"From the spectacular failure of Time Warner's (NYSE:TWX) acquisition by AOL in 2000, to recent debacles, like Teva's (TEVA) - the world's largest generic drug manufacturer - acquisition of Allergen Generics for $40.5 billion in 2016, or General Electric's (GE) problematic acquisition of Alstom in 2015 for $9.5 billion, large acquisitions by large companies often fail…Acquiring managers always gushed with optimism, extolling the huge synergies from the merger ('stronger together'), the market power to be gained, and the 'particular fit' of the merger partners, only to disclose to shareholder 2-3 years later that 'Unfortunately we wasted a lot of your money.'" (Baruch Lev)
"The Fed got much less hawkish in December, and that is a very good thing for REITs. In fact, it was a double dose of near-term momentum for the sector when you consider it in combination with the risk-off phenomenon that was also happening in the market." (Jeff Miller)
U.S. - 35th Healthiest Country!
"Meanwhile in North America, Canada's 16th-place ranking far surpassed the U.S. and Mexico, both of which dropped slightly to 35th and 53rd. Life expectancy in the U.S. has been trending lower due to deaths from drug overdoses and suicides." (Bloomberg)
Thought For The Day
For many decades now, one has heard the hue and cry of U.S. educators concerned that Americans were falling behind in international comparisons of abilities in math and science. The unflattering numbers were (and are) an affront to a proud nation accustomed, because of its superpower role, to thinking of itself as No. 1. Perhaps America's preeminence has lulled some people into thinking the international math ranking (No. 40 out of 79) doesn't really matter all that much.
But along comes Bloomberg (see quote above) with an almost as unflattering report ranking the U.S. No. 35 among 169 countries in overall health, with Spain taking the top spot away from the previous holder of the title, Italy (now No. 2).
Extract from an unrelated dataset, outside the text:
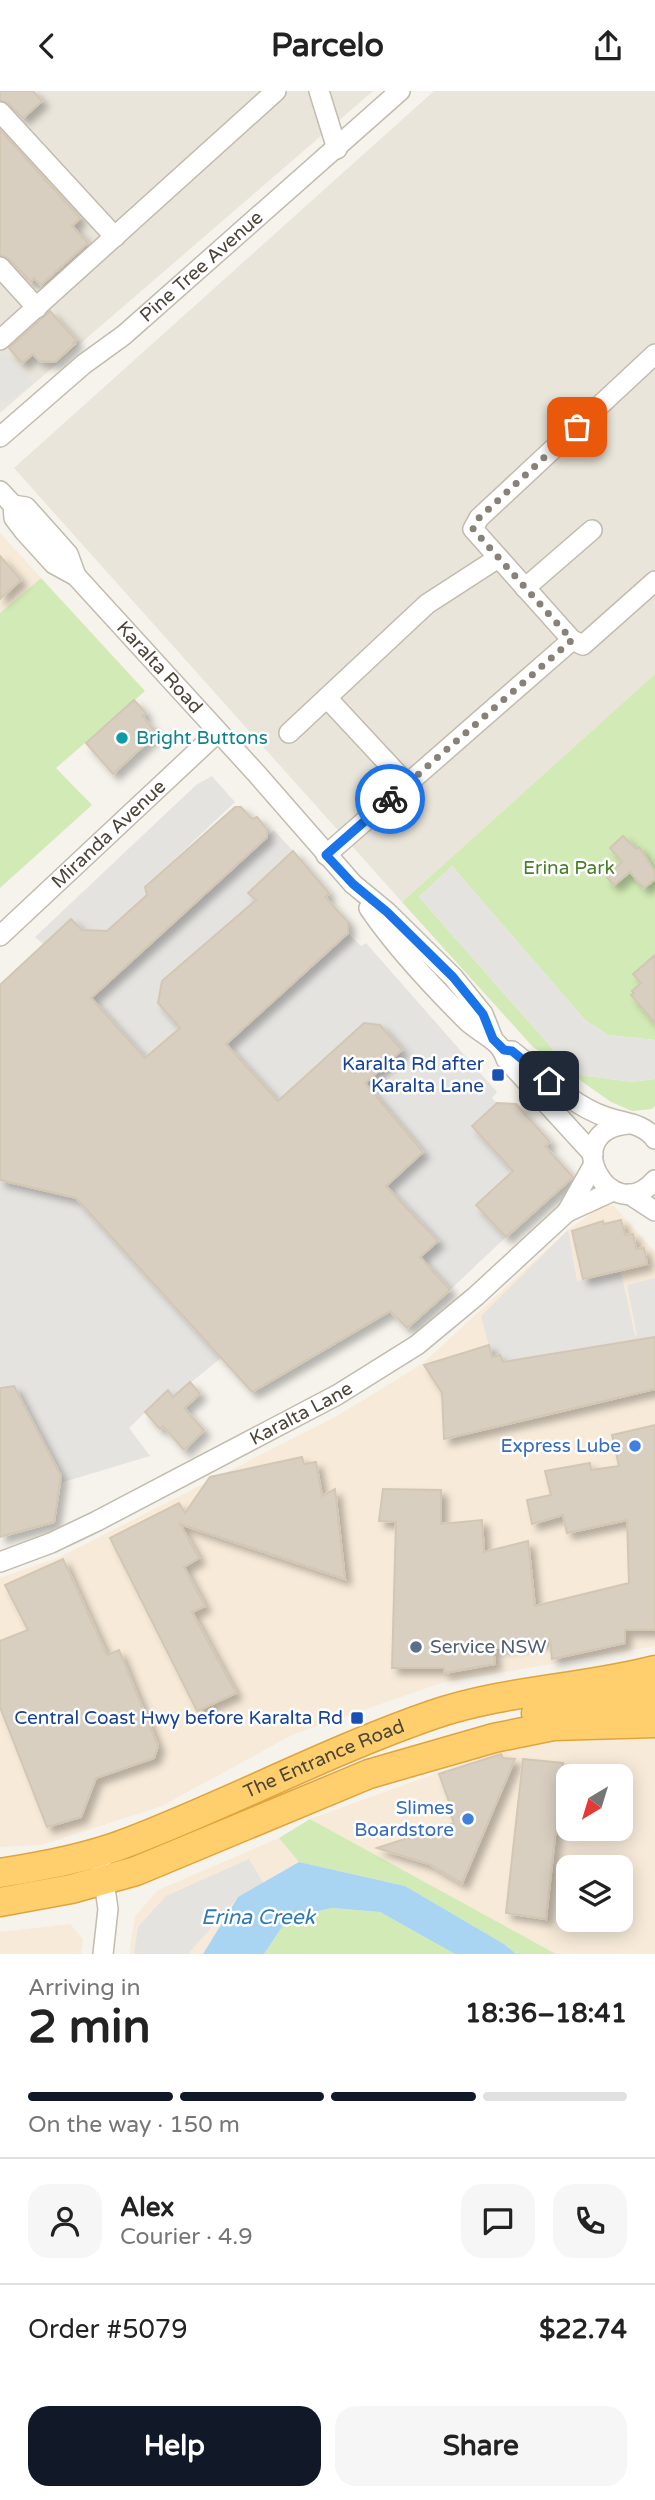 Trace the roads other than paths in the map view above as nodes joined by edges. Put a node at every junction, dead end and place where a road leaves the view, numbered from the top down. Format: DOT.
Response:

I don't think the implication here is that Americans should start eating gazpacho, as Bloomberg's lead sentence hints at. Japan ranks No. 4 and I have a suspicion the Japanese would not favor themselves by adopting a Mediterranean diet. It's not necessarily the food that is at issue: No. 3 on the list is Iceland, where lamb, cured meats and fish, and dairy products top the menu. I won't practice medicine without a license except to say what doctors say universally - that diet and exercise are key, and to add what travel agents the world over know - which is that Americans are exceptionally generous, something I first learned when examining a "sandwich" I purchased on my first trip to England after college. A microscope might have helped me find it. Every other country I visited subsequently demonstrated the extraordinary generosity of America. While I found my meals less than fully satisfying as a young traveler, decades later I recognize that U.S. portions have gotten out of hand.
The point here is that America's low health score, not unlike its low math score, has financial implications. One quarter of all Medicare spending occurs in the last year of life. There are numerous factors involved and it's likely that expensive high-tech care that might not take place in Spain, Italy and Iceland have something to do with it. It also bears mentioning that not everybody is lucky in the genetic lottery. However, a country with the wealth of the United States and one that is reputed to have the finest doctors, seemingly should surpass Cuba (ranked # 30) on this index. Whereas superficially one might think that increased longevity would add to the cost of healthcare, my suspicion is that it would reduce the cost - by avoiding the harshest and most expensive maladies and by giving people more time to compound their wealth.